Task brief: Output each of the entries exactly, skipping every picture they contain.

Data for review:

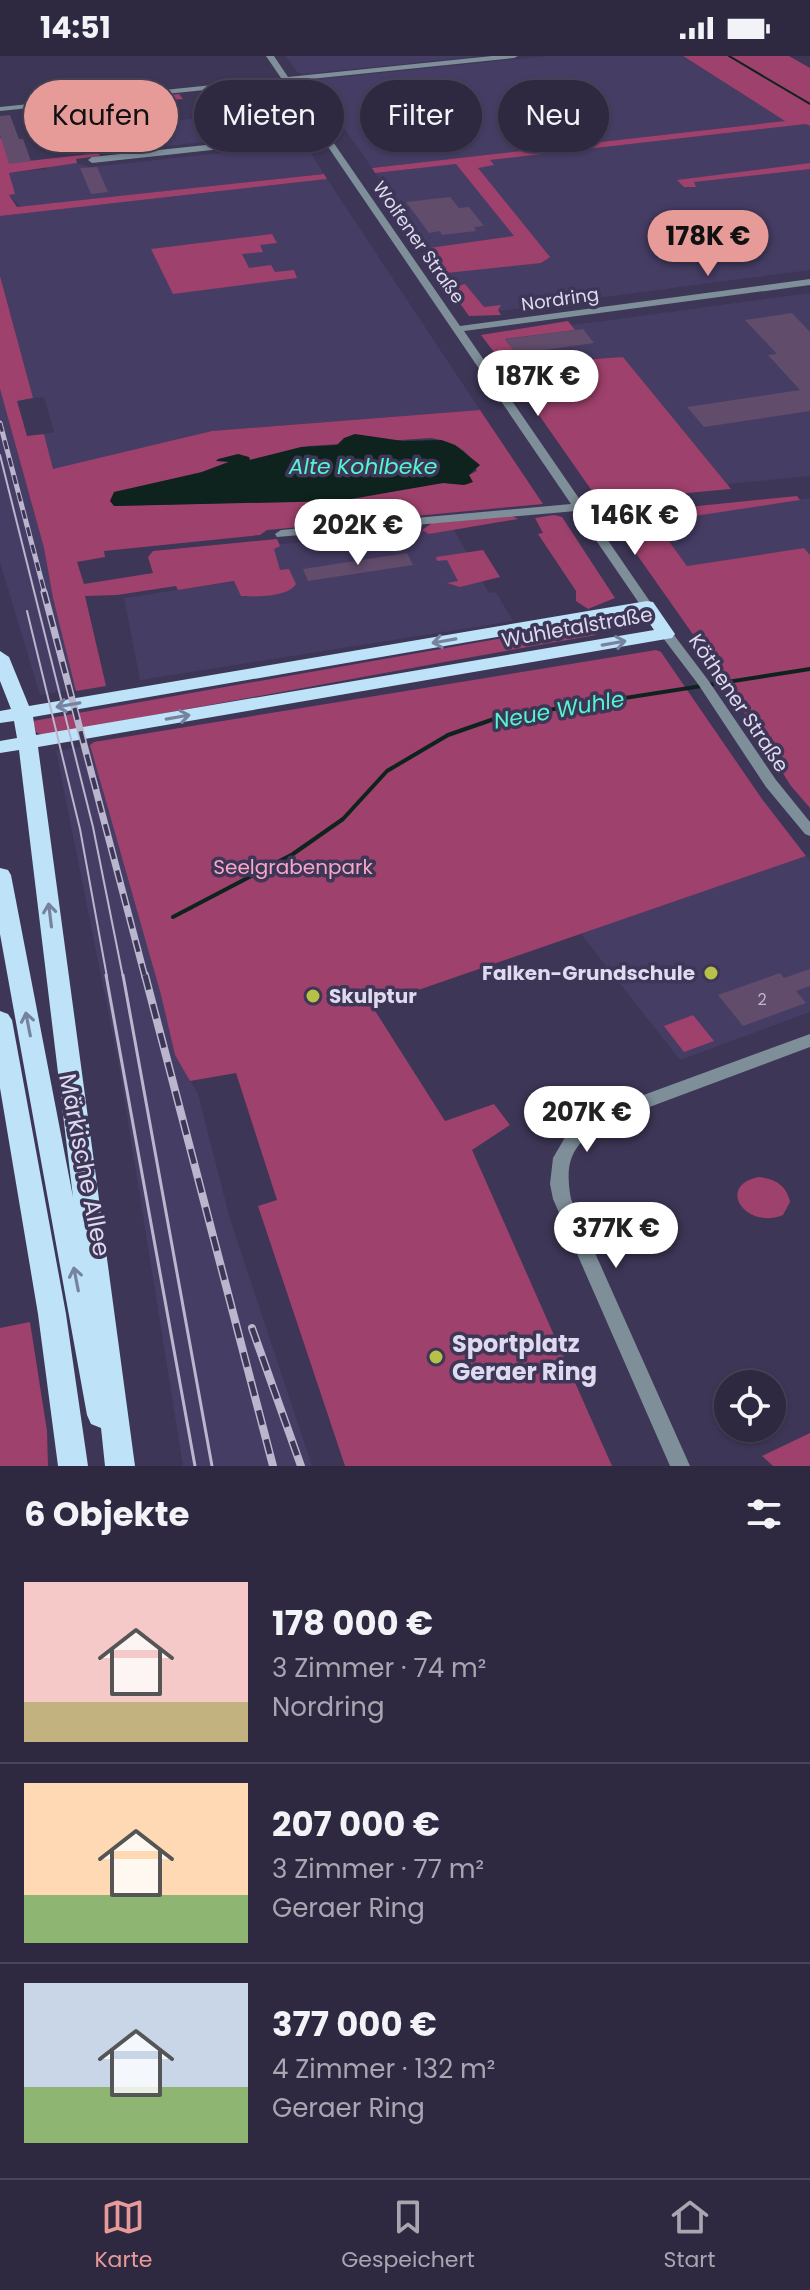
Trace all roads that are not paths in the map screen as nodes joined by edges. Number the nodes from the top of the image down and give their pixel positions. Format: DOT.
graph roads {
  1 [pos="270,56"];
  2 [pos="514,56"];
  3 [pos="286,79"];
  4 [pos="0,109"];
  5 [pos="194,149"];
  6 [pos="335,152"];
  7 [pos="92,160"];
  8 [pos="810,282"];
  9 [pos="457,329"];
  10 [pos="578,507"];
  11 [pos="281,534"];
  12 [pos="647,606"];
  13 [pos="666,634"];
  14 [pos="0,657"];
  15 [pos="22,713"];
  16 [pos="0,717"];
  17 [pos="28,742"];
  18 [pos="0,747"];
  19 [pos="810,831"];
  20 [pos="0,875"];
  21 [pos="0,1020"];
  22 [pos="810,1040"];
  23 [pos="73,1466"];
  24 [pos="110,1466"];
  25 [pos="120,1466"];
  26 [pos="680,1466"];
  1 -- 3 [label="street, Wolfener Straße"];
  2 -- 3 [label="street"];
  3 -- 4 [label="street"];
  5 -- 7 [label="street"];
  6 -- 9 [label="street, Wolfener Straße"];
  8 -- 9 [label="street, Nordring"];
  9 -- 10 [label="street, Wolfener Straße"];
  10 -- 11 [label="street"];
  10 -- 12 [label="street, Wolfener Straße"];
  12 -- 13 [label="main road, Wuhletalstraße"];
  12 -- 15 [label="main road, Wuhletalstraße, one-way"];
  17 -- 13 [label="main road, Wuhletalstraße, one-way"];
  13 -- 19 [label="street, Köthener Straße"];
  14 -- 15 [label="main road"];
  15 -- 16 [label="main road, Wuhletalstraße"];
  15 -- 17 [label="main road"];
  17 -- 18 [label="main road, Wuhletalstraße"];
  25 -- 17 [label="main road, one-way"];
  24 -- 20 [label="main road, Märkische Allee, one-way"];
  21 -- 23 [label="main road"];
  22 -- 26 [label="street"];
}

Answer for this exercise:
Trace all roads that are not paths in the map screen as nodes joined by edges. Number the nodes from the top of the image down and give their pixel positions. Format: DOT.
graph roads {
  1 [pos="270,56"];
  2 [pos="514,56"];
  3 [pos="286,79"];
  4 [pos="0,109"];
  5 [pos="194,149"];
  6 [pos="335,152"];
  7 [pos="92,160"];
  8 [pos="810,282"];
  9 [pos="457,329"];
  10 [pos="578,507"];
  11 [pos="281,534"];
  12 [pos="647,606"];
  13 [pos="666,634"];
  14 [pos="0,657"];
  15 [pos="22,713"];
  16 [pos="0,717"];
  17 [pos="28,742"];
  18 [pos="0,747"];
  19 [pos="810,831"];
  20 [pos="0,875"];
  21 [pos="0,1020"];
  22 [pos="810,1040"];
  23 [pos="73,1466"];
  24 [pos="110,1466"];
  25 [pos="120,1466"];
  26 [pos="680,1466"];
  1 -- 3 [label="street, Wolfener Straße"];
  2 -- 3 [label="street"];
  3 -- 4 [label="street"];
  5 -- 7 [label="street"];
  6 -- 9 [label="street, Wolfener Straße"];
  8 -- 9 [label="street, Nordring"];
  9 -- 10 [label="street, Wolfener Straße"];
  10 -- 11 [label="street"];
  10 -- 12 [label="street, Wolfener Straße"];
  12 -- 13 [label="main road, Wuhletalstraße"];
  12 -- 15 [label="main road, Wuhletalstraße, one-way"];
  17 -- 13 [label="main road, Wuhletalstraße, one-way"];
  13 -- 19 [label="street, Köthener Straße"];
  14 -- 15 [label="main road"];
  15 -- 16 [label="main road, Wuhletalstraße"];
  15 -- 17 [label="main road"];
  17 -- 18 [label="main road, Wuhletalstraße"];
  25 -- 17 [label="main road, one-way"];
  24 -- 20 [label="main road, Märkische Allee, one-way"];
  21 -- 23 [label="main road"];
  22 -- 26 [label="street"];
}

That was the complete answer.